*** Block opens ***
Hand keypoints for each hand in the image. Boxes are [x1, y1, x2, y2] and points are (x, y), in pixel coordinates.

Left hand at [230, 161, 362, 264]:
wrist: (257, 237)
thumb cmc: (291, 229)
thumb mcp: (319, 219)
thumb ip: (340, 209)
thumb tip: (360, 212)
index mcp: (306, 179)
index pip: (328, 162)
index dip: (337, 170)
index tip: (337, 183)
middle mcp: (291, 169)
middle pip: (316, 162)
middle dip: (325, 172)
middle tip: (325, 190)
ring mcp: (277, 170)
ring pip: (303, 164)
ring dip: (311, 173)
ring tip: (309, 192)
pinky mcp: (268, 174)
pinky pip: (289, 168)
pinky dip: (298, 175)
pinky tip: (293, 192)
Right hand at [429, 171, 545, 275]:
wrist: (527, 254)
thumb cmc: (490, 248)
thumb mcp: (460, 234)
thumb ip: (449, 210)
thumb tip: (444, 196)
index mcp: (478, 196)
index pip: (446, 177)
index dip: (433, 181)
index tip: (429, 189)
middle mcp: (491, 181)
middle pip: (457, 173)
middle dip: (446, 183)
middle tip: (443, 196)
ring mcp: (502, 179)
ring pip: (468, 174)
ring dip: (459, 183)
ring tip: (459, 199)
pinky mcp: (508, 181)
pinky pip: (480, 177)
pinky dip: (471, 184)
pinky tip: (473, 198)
*** Block closes ***
From the first line to the last, return the records unchanged.

Output of the exercise:
Hand keypoints for each hand in the image. Boxes are [x1, y1, x2, y2] and points are (x, y), in pixel coordinates.

Left hand at [230, 161, 362, 264]:
wrist: (257, 237)
thumb cmc: (291, 229)
thumb mcp: (319, 219)
thumb ip: (340, 209)
thumb tip: (360, 212)
index mcp: (306, 179)
index pip: (328, 162)
index dip: (337, 170)
index tip: (337, 183)
middle mcp: (291, 169)
middle pip: (316, 162)
middle dip: (325, 172)
middle tip: (325, 190)
ring mcp: (277, 170)
ring pip: (303, 164)
ring dip: (311, 173)
ring tip: (309, 192)
pinky mcp: (268, 174)
pinky pip: (289, 168)
pinky dip: (298, 175)
pinky tip: (293, 192)
Right hand at [429, 171, 545, 275]:
wrist: (527, 254)
thumb cmc: (490, 248)
thumb mcp: (460, 234)
thumb ip: (449, 210)
thumb tip: (444, 196)
index mcp: (478, 196)
index pip: (446, 177)
index dip: (433, 181)
index tip: (429, 189)
middle mcp: (491, 181)
middle pip: (457, 173)
middle dip: (446, 183)
middle tip: (443, 196)
ring mcp: (502, 179)
ring pip: (468, 174)
ring dip: (459, 183)
ring tip: (459, 199)
pinky mcp: (508, 181)
pinky pip: (480, 177)
pinky dip: (471, 184)
pinky tip: (473, 198)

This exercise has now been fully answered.